By Satish Sekar © Satish Sekar (February 4th 2018)

Romanticised Nonsense

History is full of misconceptions and airbrushing of crimes to present a nostalgic view justifying the rule and crimes of one side or other. More often than not the truth lies in between – neither pure as the driven snow, nor wicked enough to put Sodom and Gomorrah to shame. The Moors – more accurately Berbers – are no different, but misconceptions about them are rife. Their contribution to Europe was immense.

Talk of brutality and slavery being brought to Europe by Arabs – the Umayyads conquered the Mahgreb, but did so without the usual brutality of war – and imposed by Moors is arrant nonsense. Did they keep slaves? They certainly did, but slavery in Europe pre-dated Tariq ibn Ziyad’s arrival in Spain by centuries, and it is conveniently forgotten that the slavery brought by the Umayyads was little different to that practiced by the Romans and Greeks – it was more servitude than what we would consider slavery. Chattel slavery was vastly different, and that certainly was not brought to Europe by Moors.


In ancient times captives of war were enslaved. Spain is no different. Slavery there pre-dated the arrival of the Romans, Carthaginians and Phoenicians, and it lasted long after the Visigoths under Alaric finally defeated the Roman Empire. The Visigoths rule over Hispania was finally ended by the Islamic conquest of Spain.

The Visigoths were once considered Barbarians – originally a Greek term for foreigners made derogatory by the Romans. It came to mean uncivilised and was used to justify the imposition of Roman rule and hegemony over these tribes. The Visigoths were far from uncivilised as their artistic jewellery amply proves, but they could be extremely brutal even to each other.

Internal Rivalries

The ‘last’ King of the Visigoths, Rodéric was a nobleman by birth, but had no right of succession. He was considered by many a usurper. The previous and last ‘legitimate’ King of the Visigoths was Wittiza. After a promising ‘honeymoon’ Wittiza turned despot, torturing, imprisoning or executing rivals. Among those dispossessed was Theodofred, father of Rodéric. He was blinded and imprisoned by Wittiza. Rodéric fled into exile.

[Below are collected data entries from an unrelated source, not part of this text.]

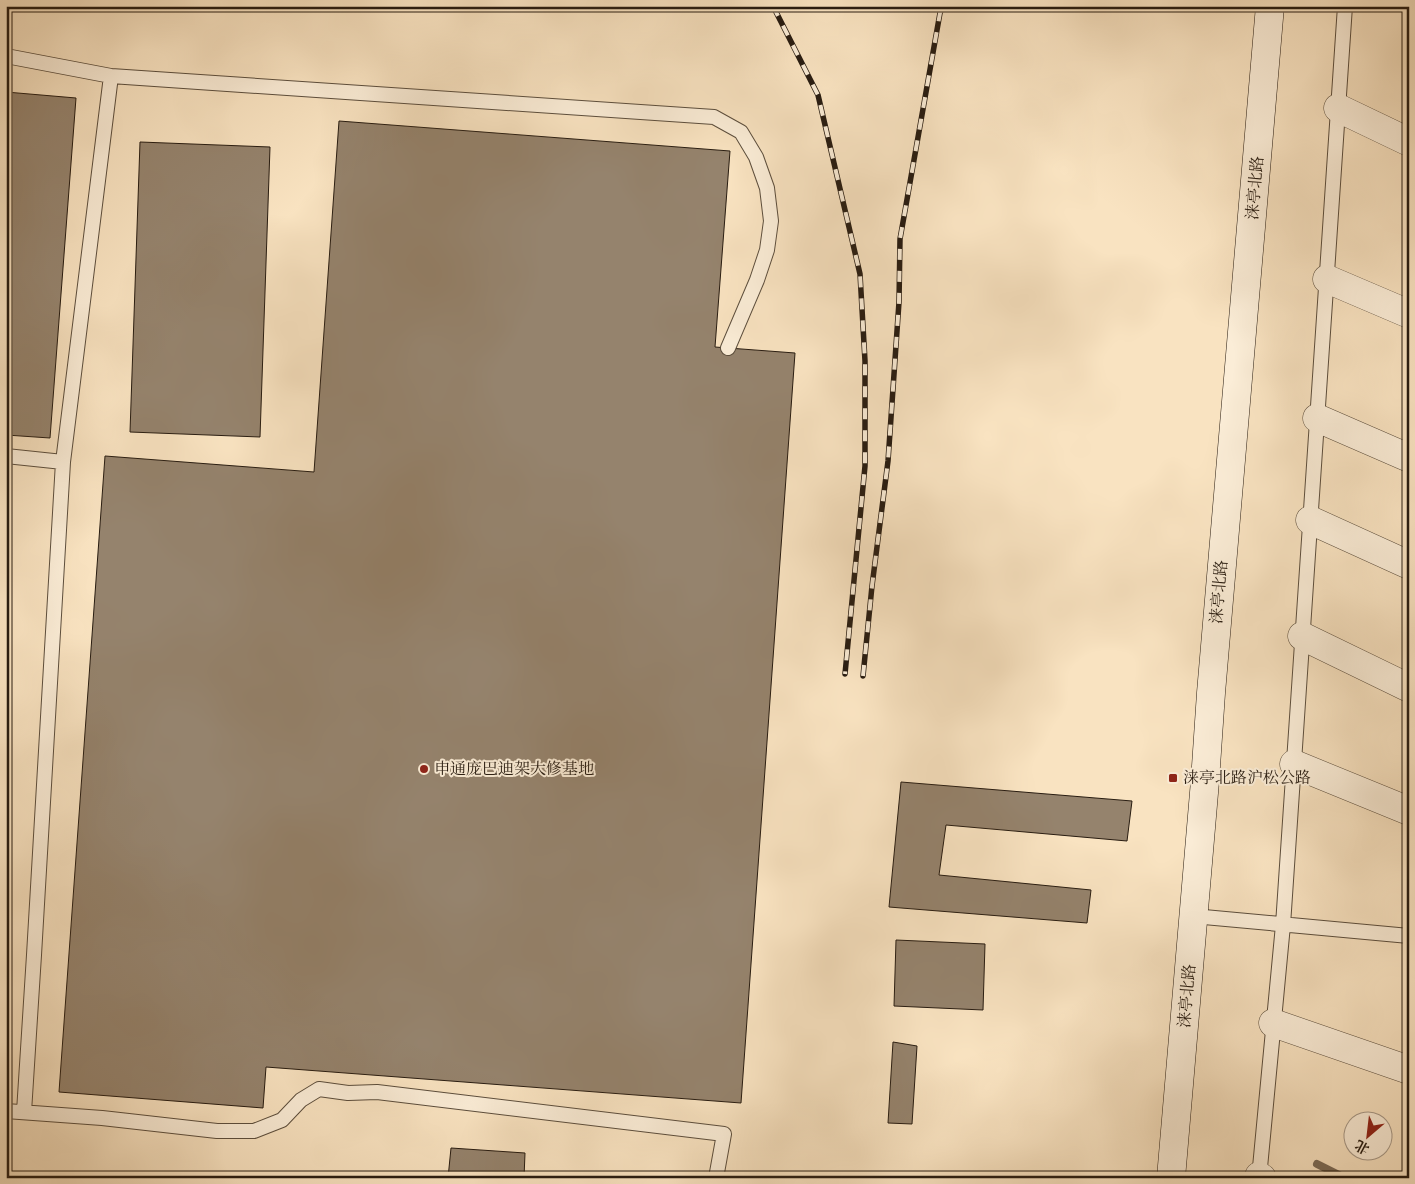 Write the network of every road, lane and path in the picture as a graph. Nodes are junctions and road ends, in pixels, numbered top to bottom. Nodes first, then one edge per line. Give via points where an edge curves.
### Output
1 (1270, 6) edge
2 (1345, 6) edge
3 (6, 56) edge
4 (110, 76) junction
5 (1338, 108) junction
6 (1409, 142) edge
7 (1327, 279) junction
8 (1409, 314) edge
9 (728, 348) dead end
10 (1317, 418) junction
11 (6, 456) edge
12 (1409, 458) edge
13 (64, 462) junction
14 (1310, 520) junction
15 (1409, 565) edge
16 (1302, 636) junction
17 (1409, 688) edge
18 (1294, 764) junction
19 (1409, 810) edge
20 (1193, 916) junction
21 (1283, 924) junction
22 (1409, 936) edge
23 (1273, 1024) junction
24 (1409, 1070) edge
25 (6, 1111) edge
26 (24, 1112) junction
27 (1260, 1177) edge
28 (716, 1178) edge
29 (1171, 1178) edge

1 - 20 street, 涞亭北路
2 - 5 lane
3 - 4 lane
4 - 9 lane via 714,117 741,132 756,157 767,188 771,221 767,250 757,280
4 - 13 lane
5 - 6 street
5 - 7 lane
7 - 8 street
7 - 10 lane
10 - 12 street
10 - 14 lane
11 - 13 lane
13 - 26 lane
14 - 15 street
14 - 16 lane
16 - 17 street
16 - 18 lane
18 - 19 street
18 - 21 lane
20 - 21 lane
20 - 29 street, 涞亭北路
21 - 22 lane
21 - 23 lane
23 - 24 street
23 - 27 lane
25 - 26 lane
26 - 28 lane via 254,1131 282,1120 301,1100 319,1089 377,1092 724,1134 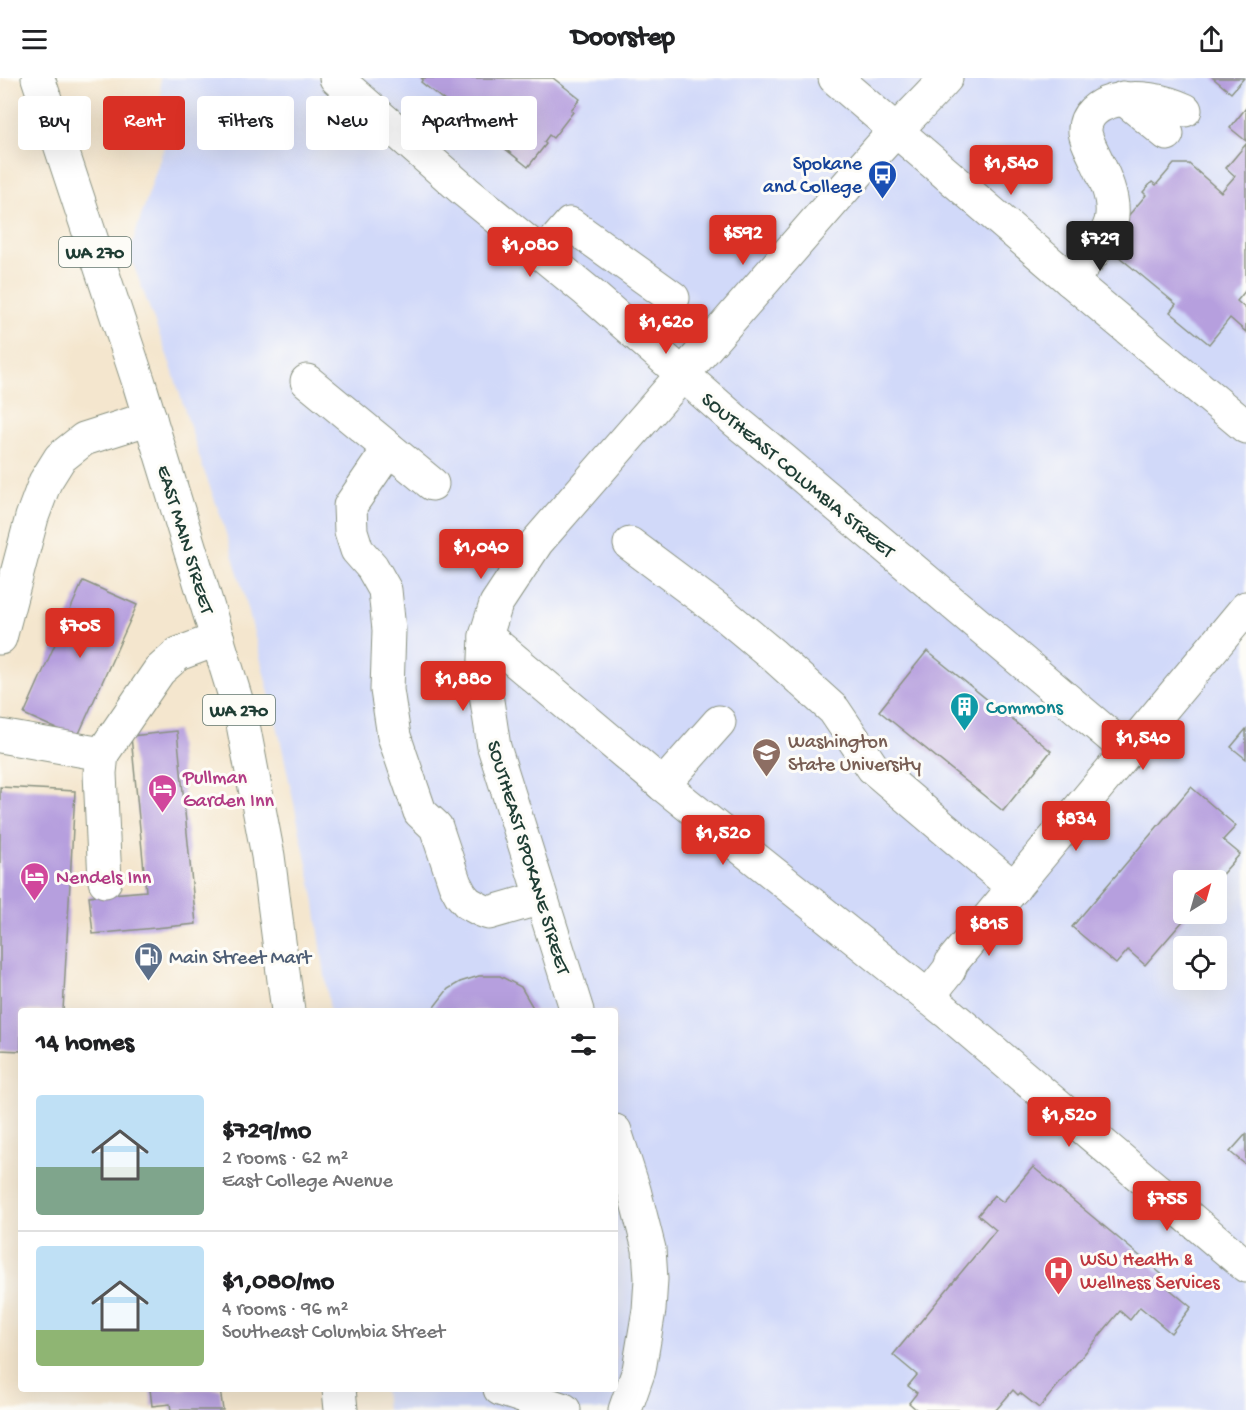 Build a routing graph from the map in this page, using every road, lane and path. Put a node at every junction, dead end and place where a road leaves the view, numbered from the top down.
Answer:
1 (336, 78) edge
2 (835, 78) edge
3 (946, 78) edge
4 (39, 82) edge
5 (1176, 122) dead end
6 (896, 130) junction
7 (543, 255) junction
8 (1071, 280) junction
9 (673, 298) dead end
10 (683, 375) junction
11 (307, 381) dead end
12 (150, 418) junction
13 (1246, 428) edge
14 (389, 449) junction
15 (432, 484) dead end
16 (630, 544) dead end
17 (1246, 608) edge
18 (486, 636) junction
19 (0, 638) edge
20 (218, 639) junction
21 (719, 722) dead end
22 (0, 736) edge
23 (1128, 750) junction
24 (102, 754) junction
25 (663, 785) junction
26 (105, 881) dead end
27 (1014, 888) junction
28 (541, 898) junction
29 (928, 997) junction
30 (288, 1008) edge
31 (576, 1008) edge
32 (618, 1140) edge
33 (1246, 1266) edge
34 (339, 1392) edge
35 (509, 1392) edge
36 (545, 1392) edge
37 (341, 1410) edge
38 (566, 1410) edge
39 (625, 1410) edge

1 - 7 street, SOUTHEAST COLUMBIA STREET
2 - 6 street
3 - 6 street, SOUTHEAST SPOKANE STREET
4 - 12 street, EAST MAIN STREET / WA 270
5 - 8 street
6 - 8 street
6 - 10 street, SOUTHEAST SPOKANE STREET
7 - 9 street
7 - 10 street, SOUTHEAST COLUMBIA STREET
8 - 13 street
10 - 18 street, SOUTHEAST SPOKANE STREET
10 - 23 street, SOUTHEAST COLUMBIA STREET
11 - 14 street
12 - 19 street
12 - 20 street, EAST MAIN STREET / WA 270
14 - 15 street
14 - 28 street
16 - 27 street
17 - 23 street
18 - 25 street
18 - 28 street, SOUTHEAST SPOKANE STREET
20 - 24 street
20 - 30 street, EAST MAIN STREET / WA 270
21 - 25 street
22 - 24 street
23 - 27 street
24 - 26 street
25 - 29 street
27 - 29 street
28 - 31 street, SOUTHEAST SPOKANE STREET
29 - 33 street
32 - 39 street
34 - 37 street
35 - 38 street
36 - 38 street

As Wiitiza’s despotism grew, so did opposition, leading to a coup by nobles, who appointed Rodéric the new ruler. Rodéric lost no time settling scores for his father. Wittiza was blinded and imprisoned – the same fate he imposed on Theodofred, Wittiza spent his remaining days – not many – wracked by remorse, but it was too little, too late. And then there was Achila II, Wittiza’s son. Unlike Rodéric, he had a legitimate claim by right to the Visigoths’ throne – their rivalry weakened the Visigoth cause.

Rodéric ruled primarily in the south and considered the Muslims his greatest threat, while Achilo’s domain was in the north of Spain and south of modern day France. After Rodéric’s defeat and death at Guadalete, Achila had to confront the Umayyads and was defeated within three years. He was succeeded by Ardabastus (Ardo) the last Visigoth King. His reign lasted approximately seven years – his defeat and death consigned the Visigoths to history, but the seeds of Visigoth destruction were planted almost a decade earlier.

Rodéric also alienated a Visigoth nobleman, Julian, the Count of Ceuta. It was claimed – history is uncertain on whether Julian even had a daughter, let alone what was alleged to have happened – that Julian was said to have sent his daughter to Rodéric to be educated, but instead the King raped her. Enraged, Julian took his revenge – a revenge many consider treason. Julian encouraged Tariq ibn Ziyad’s invasion – he even facilitated and aided it. Without the Count of Ceuta’s involvement the invasion would at the very least have been far more difficult to execute.

Acquiescence and Tolerance

The conquest of the Mahgreb and Berbers by the Umayyads bordered on acquiescence as merit was rewarded and the beliefs of the ‘conquered’ was tolerated.

Former slave turned Emir of Tangier, Tarik ibn Ziyad, was the first to cross over Gibraltar from Morocco to Spain. It paved the way for the Berber’s Islamisation of Spain – the one that hardly gets acknowledged in Europe, but is the subject of remarkable ignorance. Ironically, the origins of the Islam of the Emirate of Cordoba and also the Berbers had the same source – the Umayyad Caliphate and Empire.
Islam came to North Africa from Yemen and Saudi Arabia too, but this time it came through conquest – the roots, however were permanent and affected the course of both Morocco and Spain. It should be remembered that despite this expansion coming through the Umayyad Caliphate, they were not originally Muslims.

The Umayyad dynasty began in 661 AD, lasting until 750. The Umayyads eventually converted to Islam, although they remained tolerant of other faiths. Their treatment of Jews is particularly striking, as Jews had been persecuted by Christians especially. Jews were accepted and protected by the Umayyads and were part of the Umayyad invasion of Europe.